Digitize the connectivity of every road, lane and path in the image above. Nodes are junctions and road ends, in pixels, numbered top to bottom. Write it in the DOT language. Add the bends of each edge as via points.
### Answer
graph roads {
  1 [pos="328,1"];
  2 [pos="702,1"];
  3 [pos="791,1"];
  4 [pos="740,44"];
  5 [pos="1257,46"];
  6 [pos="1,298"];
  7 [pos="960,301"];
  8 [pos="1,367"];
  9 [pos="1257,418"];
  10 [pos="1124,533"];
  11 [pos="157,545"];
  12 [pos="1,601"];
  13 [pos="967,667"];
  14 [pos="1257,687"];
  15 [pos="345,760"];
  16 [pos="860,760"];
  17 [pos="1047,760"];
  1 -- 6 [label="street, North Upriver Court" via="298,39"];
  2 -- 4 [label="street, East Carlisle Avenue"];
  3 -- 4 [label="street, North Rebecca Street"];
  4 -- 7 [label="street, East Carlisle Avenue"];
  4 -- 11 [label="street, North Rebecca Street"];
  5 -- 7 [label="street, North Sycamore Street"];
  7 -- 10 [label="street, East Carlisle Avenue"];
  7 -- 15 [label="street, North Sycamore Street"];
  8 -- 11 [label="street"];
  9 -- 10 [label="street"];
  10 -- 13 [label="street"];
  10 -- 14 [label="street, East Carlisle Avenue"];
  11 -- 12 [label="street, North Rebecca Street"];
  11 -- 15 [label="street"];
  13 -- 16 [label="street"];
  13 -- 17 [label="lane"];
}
+ + + +
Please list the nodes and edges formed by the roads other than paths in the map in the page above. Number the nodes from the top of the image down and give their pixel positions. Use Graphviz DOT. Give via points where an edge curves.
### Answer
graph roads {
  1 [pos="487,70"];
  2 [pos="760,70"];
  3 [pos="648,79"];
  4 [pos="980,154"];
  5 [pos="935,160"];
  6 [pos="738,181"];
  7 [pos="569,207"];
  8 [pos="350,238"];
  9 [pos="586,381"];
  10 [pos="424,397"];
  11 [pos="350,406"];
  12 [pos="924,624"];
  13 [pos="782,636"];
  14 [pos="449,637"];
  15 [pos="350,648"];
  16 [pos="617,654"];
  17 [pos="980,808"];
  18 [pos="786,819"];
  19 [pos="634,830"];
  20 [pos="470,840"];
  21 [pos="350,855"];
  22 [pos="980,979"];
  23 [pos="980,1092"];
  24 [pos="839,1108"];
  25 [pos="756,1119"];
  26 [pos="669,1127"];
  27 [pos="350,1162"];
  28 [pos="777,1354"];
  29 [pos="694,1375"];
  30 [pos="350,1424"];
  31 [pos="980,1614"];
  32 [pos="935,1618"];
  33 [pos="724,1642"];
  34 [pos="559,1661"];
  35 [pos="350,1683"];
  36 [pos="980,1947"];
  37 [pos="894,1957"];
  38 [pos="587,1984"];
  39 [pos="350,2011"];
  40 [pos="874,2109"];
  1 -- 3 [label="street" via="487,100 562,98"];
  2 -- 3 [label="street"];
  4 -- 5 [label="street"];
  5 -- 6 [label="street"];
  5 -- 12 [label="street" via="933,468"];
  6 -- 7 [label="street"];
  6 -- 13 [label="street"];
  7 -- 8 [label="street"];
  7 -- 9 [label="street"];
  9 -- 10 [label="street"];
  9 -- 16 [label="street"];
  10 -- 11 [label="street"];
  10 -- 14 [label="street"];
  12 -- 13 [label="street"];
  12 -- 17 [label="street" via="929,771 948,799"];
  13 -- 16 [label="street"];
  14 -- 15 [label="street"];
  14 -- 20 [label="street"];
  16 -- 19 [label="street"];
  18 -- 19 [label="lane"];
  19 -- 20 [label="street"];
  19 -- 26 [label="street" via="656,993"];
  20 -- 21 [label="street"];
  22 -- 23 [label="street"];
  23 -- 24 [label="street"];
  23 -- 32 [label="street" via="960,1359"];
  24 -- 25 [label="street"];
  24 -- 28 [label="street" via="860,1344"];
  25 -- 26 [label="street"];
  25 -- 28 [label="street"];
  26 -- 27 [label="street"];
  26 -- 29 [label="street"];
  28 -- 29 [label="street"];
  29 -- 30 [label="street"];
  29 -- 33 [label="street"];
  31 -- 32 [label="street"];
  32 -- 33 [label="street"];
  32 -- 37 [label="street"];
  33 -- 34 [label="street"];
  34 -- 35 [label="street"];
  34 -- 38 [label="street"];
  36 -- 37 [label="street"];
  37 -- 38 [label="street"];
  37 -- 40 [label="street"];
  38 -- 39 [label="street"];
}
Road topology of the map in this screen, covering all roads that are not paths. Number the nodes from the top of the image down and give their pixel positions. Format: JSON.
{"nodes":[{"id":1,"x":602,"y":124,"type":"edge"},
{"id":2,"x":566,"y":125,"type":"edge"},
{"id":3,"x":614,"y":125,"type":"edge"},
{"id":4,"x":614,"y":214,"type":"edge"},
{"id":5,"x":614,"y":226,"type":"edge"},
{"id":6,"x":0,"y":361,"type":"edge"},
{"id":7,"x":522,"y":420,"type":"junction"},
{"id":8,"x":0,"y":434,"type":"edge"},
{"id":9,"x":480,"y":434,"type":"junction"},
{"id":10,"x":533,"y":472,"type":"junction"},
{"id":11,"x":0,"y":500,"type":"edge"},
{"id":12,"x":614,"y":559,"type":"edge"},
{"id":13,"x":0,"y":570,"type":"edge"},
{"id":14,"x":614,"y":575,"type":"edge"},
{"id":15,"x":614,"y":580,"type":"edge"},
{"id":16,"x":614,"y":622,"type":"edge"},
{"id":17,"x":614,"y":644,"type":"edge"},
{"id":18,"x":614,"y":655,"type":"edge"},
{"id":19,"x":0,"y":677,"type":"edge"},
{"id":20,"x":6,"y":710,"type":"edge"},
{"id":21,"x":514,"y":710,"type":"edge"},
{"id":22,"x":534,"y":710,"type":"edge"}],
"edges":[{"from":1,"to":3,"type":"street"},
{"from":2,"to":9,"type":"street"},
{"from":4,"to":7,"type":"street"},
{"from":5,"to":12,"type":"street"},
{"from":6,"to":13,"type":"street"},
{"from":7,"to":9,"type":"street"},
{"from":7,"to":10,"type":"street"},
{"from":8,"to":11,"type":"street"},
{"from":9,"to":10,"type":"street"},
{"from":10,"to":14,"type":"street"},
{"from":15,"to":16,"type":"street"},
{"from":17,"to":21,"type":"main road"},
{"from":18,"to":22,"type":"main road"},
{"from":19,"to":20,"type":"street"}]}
+ + + +
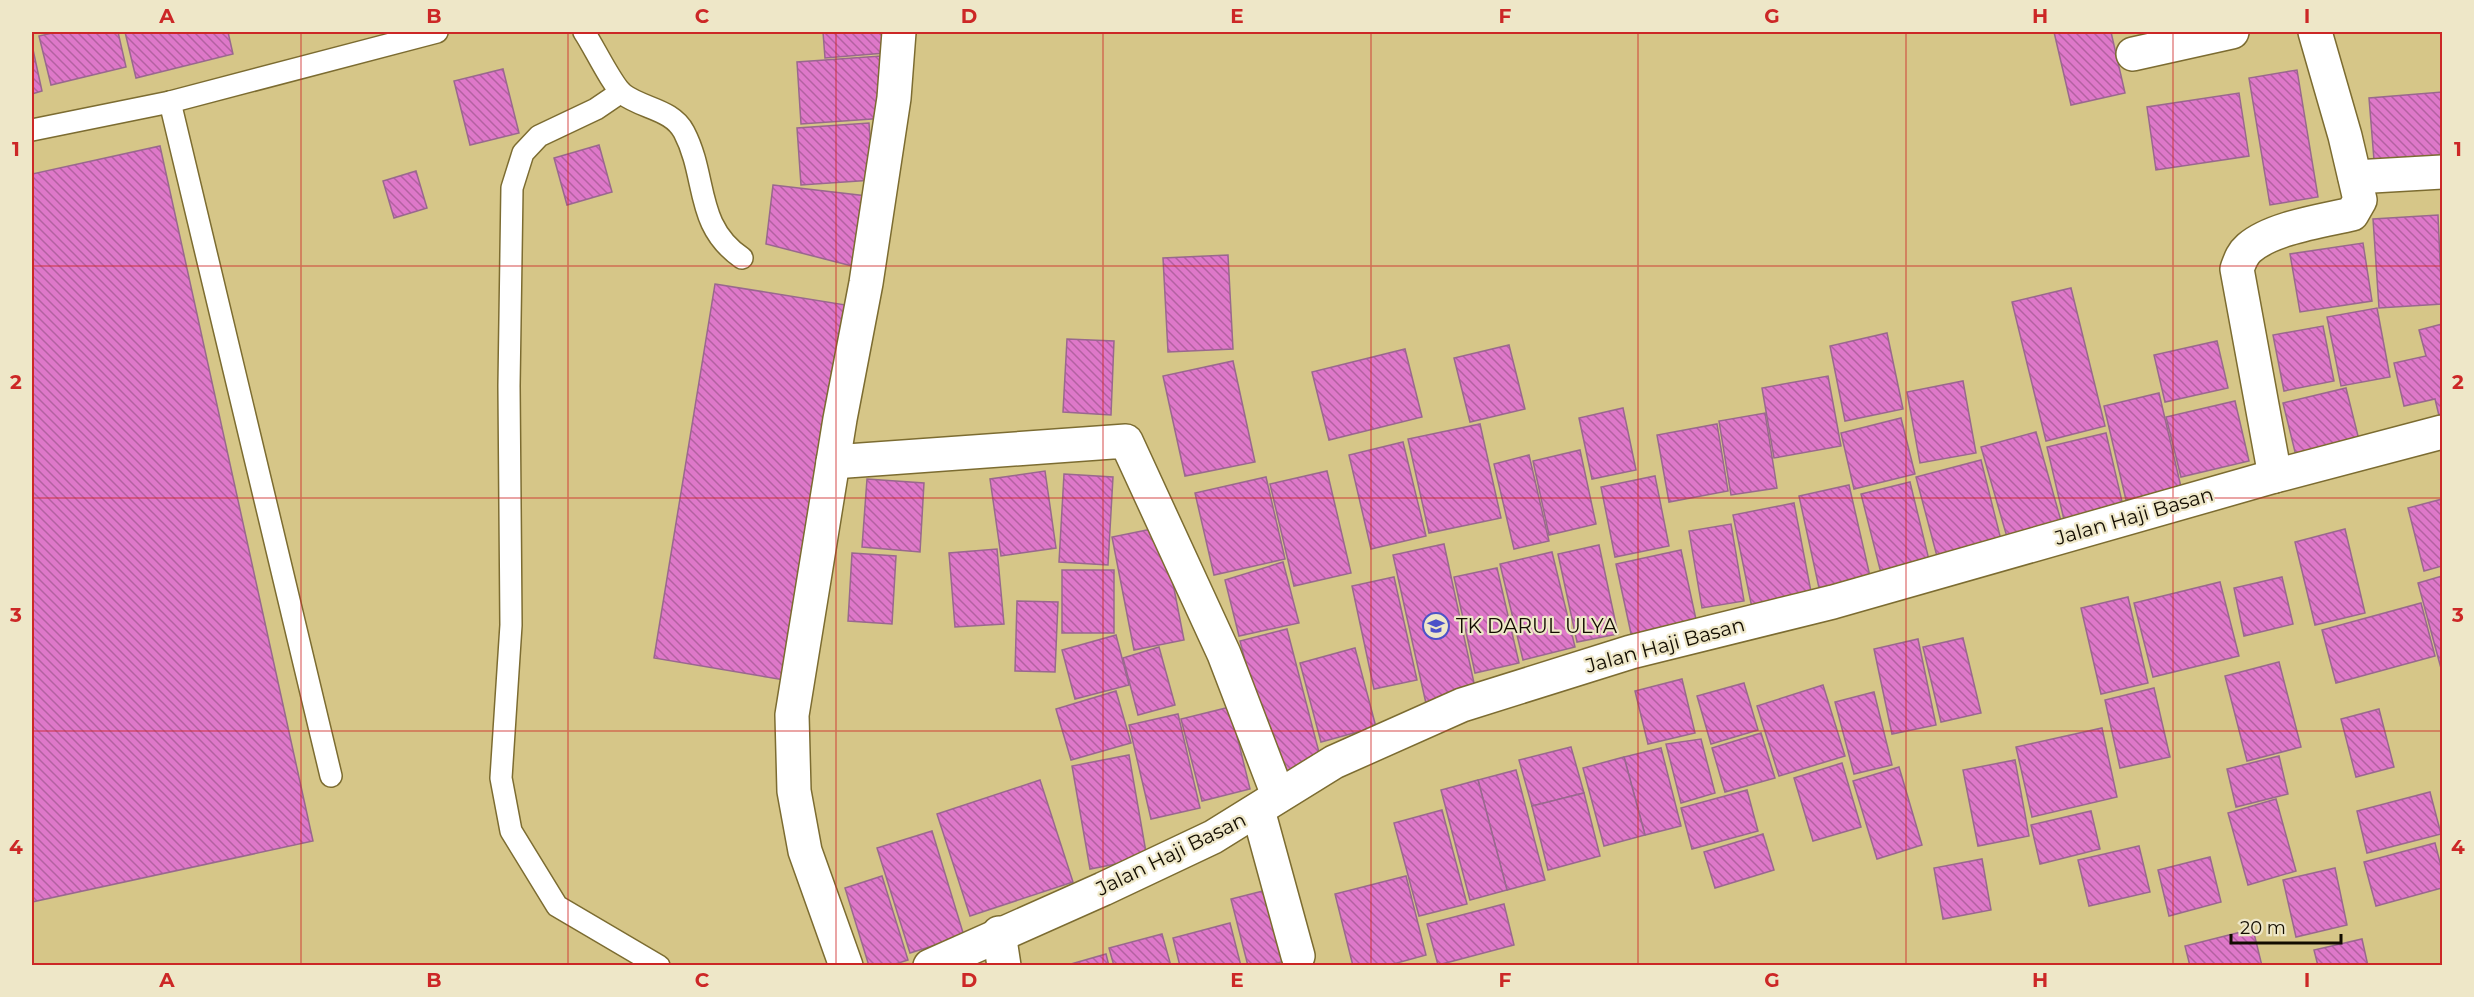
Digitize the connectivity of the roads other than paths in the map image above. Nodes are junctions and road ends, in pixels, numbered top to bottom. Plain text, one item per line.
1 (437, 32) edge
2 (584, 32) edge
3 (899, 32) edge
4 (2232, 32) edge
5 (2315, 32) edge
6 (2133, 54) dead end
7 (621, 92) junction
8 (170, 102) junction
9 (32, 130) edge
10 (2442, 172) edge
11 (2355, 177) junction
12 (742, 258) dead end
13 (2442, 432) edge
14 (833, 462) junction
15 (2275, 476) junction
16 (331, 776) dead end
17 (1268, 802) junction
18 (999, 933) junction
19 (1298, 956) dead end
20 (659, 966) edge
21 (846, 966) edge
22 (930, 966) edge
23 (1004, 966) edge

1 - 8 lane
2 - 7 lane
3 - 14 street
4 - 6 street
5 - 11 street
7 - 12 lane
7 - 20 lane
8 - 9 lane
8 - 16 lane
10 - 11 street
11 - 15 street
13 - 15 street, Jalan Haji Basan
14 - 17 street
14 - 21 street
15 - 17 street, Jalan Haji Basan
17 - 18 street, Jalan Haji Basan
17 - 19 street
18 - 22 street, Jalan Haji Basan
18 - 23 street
+ + + +
• [WHAT YOU ARE ASKED TO DO] Only the number is needed: count the lines of the material that include "points".

• [EXERCISE RESPONSE] 2